- _Activity_
Copy each line of the records below that has "item" in it.

- _Data for processing_
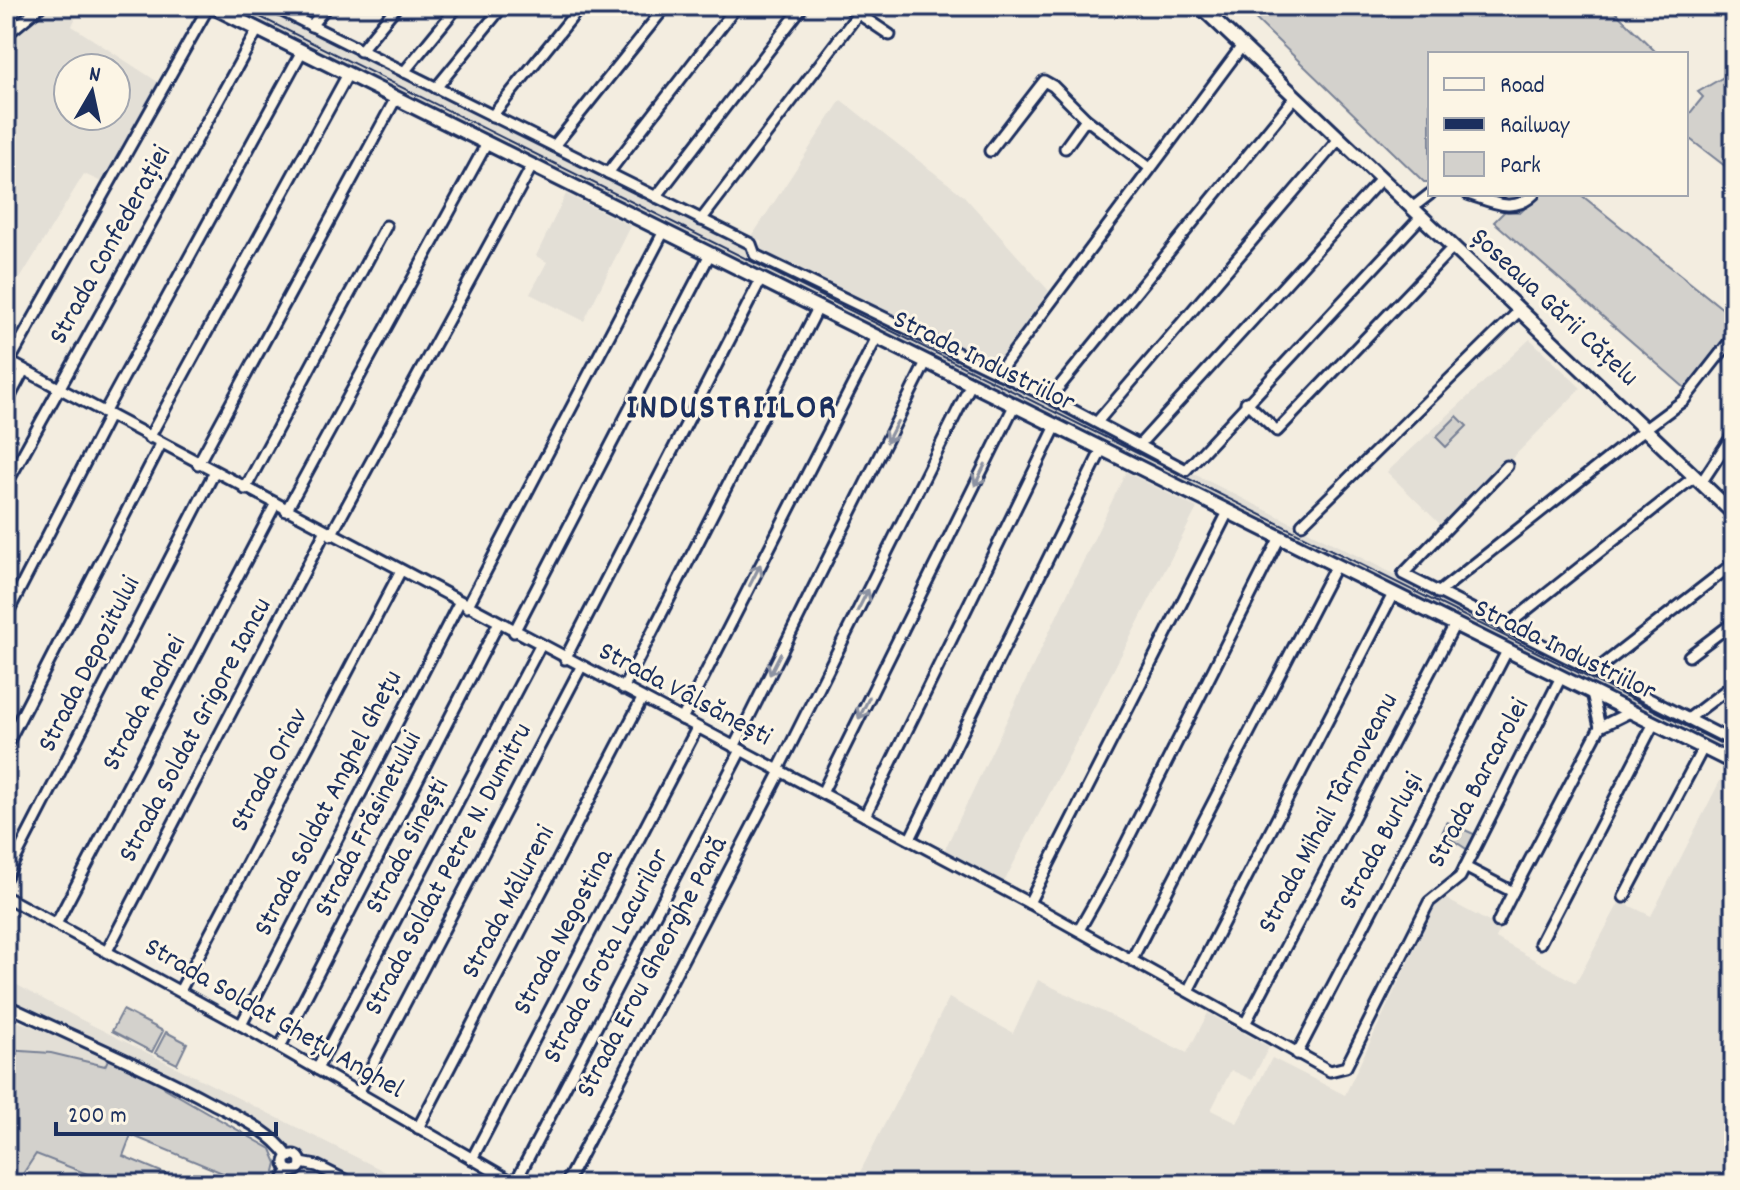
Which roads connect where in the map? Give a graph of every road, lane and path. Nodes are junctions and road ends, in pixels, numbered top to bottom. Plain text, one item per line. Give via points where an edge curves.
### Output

...

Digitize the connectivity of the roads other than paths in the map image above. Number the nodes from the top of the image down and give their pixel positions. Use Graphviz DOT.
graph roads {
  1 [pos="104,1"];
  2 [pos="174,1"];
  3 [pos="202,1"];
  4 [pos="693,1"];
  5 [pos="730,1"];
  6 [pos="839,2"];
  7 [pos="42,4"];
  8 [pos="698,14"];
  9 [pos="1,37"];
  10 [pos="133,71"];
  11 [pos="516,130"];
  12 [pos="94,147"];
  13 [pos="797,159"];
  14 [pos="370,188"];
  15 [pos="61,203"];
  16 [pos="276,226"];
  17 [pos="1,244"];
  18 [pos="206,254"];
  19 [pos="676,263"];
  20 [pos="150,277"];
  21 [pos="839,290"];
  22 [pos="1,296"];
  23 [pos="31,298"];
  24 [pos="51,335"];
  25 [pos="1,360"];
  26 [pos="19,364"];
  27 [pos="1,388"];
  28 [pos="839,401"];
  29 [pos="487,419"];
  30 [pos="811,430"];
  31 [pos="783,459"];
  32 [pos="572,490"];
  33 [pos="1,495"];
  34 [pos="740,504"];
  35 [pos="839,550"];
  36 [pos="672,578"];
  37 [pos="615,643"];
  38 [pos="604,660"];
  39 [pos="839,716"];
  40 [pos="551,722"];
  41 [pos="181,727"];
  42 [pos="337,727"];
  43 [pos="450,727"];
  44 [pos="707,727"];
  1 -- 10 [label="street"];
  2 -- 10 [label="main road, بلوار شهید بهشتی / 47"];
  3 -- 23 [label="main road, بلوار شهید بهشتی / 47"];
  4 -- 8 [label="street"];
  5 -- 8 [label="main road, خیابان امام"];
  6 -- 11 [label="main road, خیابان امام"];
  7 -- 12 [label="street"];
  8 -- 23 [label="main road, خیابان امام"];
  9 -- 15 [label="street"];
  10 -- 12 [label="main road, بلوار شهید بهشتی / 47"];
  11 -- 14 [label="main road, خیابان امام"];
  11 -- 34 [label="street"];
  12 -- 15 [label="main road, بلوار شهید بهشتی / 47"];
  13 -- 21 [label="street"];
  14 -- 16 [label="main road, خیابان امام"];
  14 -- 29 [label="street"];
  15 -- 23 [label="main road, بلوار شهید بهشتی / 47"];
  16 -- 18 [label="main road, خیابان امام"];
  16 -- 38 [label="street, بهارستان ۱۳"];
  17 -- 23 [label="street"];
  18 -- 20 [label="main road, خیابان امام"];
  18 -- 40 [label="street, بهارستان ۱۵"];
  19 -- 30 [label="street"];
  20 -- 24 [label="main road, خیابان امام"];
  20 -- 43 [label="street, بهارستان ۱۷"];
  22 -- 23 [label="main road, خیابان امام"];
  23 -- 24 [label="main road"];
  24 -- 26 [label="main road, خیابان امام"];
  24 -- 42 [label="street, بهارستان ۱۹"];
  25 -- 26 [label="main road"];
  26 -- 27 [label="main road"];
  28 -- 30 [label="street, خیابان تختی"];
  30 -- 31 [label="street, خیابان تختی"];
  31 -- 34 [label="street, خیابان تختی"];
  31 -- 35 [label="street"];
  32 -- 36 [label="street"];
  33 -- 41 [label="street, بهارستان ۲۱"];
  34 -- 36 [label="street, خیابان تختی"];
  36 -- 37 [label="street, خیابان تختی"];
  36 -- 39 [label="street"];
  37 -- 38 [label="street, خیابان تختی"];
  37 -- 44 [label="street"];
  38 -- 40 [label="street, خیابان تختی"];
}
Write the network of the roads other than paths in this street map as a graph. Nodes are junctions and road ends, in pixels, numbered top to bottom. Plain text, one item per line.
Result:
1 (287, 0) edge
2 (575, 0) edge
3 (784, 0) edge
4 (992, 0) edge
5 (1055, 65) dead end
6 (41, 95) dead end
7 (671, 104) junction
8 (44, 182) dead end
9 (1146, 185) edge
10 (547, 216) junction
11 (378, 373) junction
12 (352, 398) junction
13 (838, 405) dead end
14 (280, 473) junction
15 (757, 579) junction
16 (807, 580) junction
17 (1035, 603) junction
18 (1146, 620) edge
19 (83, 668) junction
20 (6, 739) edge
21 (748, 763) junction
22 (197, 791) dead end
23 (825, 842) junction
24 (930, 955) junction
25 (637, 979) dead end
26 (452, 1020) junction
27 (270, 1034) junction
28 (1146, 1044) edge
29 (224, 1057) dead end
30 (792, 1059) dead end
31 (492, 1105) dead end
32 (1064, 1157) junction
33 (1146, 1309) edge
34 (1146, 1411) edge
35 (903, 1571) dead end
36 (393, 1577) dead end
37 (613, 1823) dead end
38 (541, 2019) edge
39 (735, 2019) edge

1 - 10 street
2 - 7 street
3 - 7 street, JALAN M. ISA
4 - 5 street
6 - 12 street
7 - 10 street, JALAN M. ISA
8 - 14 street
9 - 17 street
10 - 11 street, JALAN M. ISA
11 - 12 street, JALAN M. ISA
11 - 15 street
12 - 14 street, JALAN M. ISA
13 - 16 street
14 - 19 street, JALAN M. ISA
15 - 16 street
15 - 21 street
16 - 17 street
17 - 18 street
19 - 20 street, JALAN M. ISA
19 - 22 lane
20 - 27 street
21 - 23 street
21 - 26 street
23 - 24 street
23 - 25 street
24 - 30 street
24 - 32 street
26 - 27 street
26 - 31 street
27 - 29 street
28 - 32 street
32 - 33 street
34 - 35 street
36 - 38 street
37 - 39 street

--

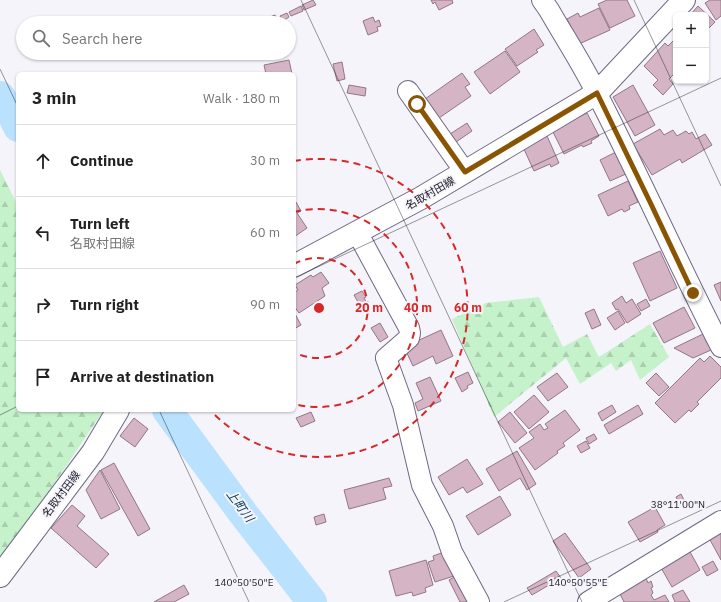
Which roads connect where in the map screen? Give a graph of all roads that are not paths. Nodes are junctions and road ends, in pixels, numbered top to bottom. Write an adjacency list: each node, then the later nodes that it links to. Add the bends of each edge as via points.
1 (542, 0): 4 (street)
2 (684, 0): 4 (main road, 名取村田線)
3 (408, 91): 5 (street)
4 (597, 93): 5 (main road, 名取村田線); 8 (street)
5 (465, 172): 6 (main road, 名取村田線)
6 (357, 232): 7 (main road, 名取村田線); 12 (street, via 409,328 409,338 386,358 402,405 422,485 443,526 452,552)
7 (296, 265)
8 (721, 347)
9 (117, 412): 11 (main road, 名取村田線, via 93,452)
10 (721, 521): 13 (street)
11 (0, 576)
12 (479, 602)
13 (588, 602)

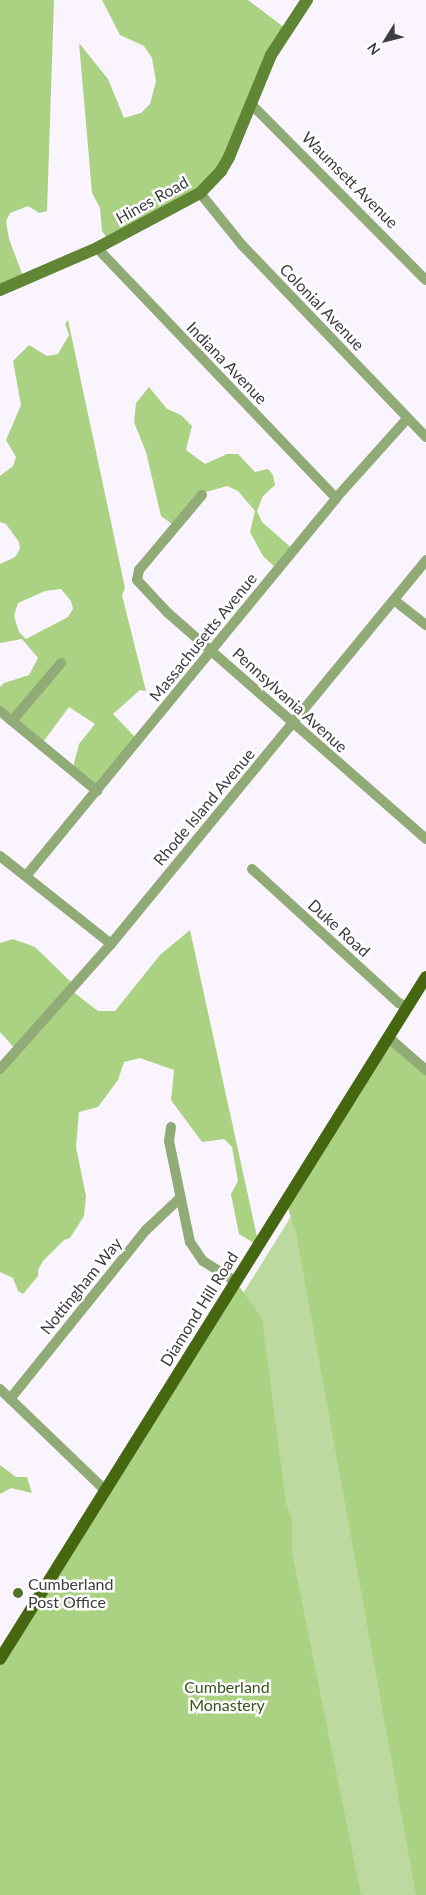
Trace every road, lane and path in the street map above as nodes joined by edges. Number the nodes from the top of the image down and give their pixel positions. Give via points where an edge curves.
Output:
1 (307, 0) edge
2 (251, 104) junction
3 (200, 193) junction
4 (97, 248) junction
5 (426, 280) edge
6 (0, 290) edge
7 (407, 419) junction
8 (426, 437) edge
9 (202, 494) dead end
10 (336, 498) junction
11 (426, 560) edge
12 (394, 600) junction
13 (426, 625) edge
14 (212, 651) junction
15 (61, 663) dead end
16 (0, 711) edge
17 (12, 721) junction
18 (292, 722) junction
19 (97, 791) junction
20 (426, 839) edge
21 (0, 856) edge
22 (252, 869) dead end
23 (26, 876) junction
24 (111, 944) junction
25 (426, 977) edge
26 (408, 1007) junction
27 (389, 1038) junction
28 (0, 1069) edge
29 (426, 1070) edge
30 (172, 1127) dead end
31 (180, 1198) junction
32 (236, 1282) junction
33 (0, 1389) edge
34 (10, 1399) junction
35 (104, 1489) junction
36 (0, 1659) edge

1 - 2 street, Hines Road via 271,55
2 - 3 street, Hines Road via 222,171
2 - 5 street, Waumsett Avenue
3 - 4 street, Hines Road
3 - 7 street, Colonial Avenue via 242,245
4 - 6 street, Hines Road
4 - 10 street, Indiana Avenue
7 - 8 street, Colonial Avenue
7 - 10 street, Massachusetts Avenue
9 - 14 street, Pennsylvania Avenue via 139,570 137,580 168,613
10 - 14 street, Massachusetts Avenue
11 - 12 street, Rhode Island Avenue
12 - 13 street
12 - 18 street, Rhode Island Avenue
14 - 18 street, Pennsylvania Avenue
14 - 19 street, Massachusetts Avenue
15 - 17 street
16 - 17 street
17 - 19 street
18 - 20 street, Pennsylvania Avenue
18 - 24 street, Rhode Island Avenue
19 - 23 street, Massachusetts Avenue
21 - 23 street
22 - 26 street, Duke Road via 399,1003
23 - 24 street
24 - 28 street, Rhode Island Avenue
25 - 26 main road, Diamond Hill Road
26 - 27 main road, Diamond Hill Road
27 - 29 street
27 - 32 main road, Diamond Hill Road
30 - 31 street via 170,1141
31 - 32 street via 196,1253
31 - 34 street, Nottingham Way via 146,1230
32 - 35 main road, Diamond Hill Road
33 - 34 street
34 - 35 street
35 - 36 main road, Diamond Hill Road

- _Exercise response_
Which roads connect where in the map? Give a graph of every road, lane and path. Nodes are junctions and road ends, in pixels, numbered top to bottom. Plain text, one item per line. Give via points where an edge curves.
Write the network of the roads other than paths in this street map as a graph. Nodes are junctions and road ends, in pixels, numbered top to bottom. Plain text, one item per line.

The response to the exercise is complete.